## DIRECTIONS FOR THIS TASK
Scan each line of the entries below for the word "setLineDash" and count the ones where it appears. The answer is that number alone.

Collected data entries:

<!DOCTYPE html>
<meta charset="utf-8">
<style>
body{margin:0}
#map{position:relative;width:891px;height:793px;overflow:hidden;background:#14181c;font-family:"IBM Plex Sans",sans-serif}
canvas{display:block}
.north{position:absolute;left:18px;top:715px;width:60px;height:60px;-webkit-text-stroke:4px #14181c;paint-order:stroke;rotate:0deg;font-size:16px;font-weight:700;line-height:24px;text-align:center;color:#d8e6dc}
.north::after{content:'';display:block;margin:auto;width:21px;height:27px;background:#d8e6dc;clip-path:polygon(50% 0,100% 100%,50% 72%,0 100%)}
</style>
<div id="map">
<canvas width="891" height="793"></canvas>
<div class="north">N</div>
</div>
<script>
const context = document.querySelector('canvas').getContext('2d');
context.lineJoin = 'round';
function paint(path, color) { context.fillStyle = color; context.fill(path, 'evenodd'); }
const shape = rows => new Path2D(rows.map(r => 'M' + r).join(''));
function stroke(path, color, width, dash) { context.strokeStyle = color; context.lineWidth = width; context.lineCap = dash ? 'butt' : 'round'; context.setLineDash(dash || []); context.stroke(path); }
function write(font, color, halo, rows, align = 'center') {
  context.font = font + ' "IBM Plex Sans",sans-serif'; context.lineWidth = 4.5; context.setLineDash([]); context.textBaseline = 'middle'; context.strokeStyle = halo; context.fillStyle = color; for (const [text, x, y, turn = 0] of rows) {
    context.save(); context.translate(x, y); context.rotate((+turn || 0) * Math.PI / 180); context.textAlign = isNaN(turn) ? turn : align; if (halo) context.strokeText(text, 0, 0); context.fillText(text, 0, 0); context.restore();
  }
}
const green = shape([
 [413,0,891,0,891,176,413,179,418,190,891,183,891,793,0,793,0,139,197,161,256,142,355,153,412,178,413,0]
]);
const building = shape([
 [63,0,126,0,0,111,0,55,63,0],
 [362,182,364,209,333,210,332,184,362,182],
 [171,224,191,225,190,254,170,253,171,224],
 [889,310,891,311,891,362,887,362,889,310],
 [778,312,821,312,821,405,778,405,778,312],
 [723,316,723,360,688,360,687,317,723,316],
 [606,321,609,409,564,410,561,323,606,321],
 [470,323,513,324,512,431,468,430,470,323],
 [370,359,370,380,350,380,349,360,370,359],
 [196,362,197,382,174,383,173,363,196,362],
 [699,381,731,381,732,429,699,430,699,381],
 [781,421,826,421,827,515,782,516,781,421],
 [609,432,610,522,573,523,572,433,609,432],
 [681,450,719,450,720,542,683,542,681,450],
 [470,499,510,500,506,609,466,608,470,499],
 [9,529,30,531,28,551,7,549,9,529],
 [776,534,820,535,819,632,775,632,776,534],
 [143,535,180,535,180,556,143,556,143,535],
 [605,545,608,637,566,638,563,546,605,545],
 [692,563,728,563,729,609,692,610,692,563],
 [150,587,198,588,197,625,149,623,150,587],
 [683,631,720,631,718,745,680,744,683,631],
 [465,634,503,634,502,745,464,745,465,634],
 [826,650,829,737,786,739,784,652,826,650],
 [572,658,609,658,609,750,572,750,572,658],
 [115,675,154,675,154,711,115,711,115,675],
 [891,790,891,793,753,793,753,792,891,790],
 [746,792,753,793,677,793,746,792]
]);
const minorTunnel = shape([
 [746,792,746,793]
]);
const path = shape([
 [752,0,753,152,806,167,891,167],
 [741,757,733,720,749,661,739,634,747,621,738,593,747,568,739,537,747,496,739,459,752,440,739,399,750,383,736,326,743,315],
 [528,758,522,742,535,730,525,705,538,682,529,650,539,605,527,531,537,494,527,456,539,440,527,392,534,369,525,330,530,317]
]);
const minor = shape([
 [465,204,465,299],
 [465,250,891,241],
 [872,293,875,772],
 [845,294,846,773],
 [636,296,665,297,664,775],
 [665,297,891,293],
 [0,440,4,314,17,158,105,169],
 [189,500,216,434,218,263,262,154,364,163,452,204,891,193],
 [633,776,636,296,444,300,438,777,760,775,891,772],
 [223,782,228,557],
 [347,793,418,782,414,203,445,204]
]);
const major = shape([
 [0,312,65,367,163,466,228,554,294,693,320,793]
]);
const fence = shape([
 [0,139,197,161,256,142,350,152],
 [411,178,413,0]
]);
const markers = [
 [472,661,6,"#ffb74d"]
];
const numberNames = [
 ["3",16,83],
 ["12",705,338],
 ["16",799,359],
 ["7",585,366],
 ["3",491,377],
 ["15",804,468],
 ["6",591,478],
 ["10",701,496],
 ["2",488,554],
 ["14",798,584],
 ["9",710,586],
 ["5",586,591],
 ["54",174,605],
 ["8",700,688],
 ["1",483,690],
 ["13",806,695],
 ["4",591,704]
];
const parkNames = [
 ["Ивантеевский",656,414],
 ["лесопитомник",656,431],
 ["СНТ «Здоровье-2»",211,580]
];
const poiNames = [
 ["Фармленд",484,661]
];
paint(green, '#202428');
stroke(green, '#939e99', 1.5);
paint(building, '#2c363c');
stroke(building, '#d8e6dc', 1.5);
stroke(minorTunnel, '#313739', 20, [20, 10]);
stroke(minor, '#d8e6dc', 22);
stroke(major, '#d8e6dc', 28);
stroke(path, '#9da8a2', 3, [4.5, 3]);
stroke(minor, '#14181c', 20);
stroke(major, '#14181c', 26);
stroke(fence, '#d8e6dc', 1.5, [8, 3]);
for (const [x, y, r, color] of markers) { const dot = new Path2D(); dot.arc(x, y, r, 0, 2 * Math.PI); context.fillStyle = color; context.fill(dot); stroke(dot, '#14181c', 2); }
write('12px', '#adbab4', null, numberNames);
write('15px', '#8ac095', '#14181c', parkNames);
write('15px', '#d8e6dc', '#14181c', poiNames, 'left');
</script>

## SOLUTION BELOW
2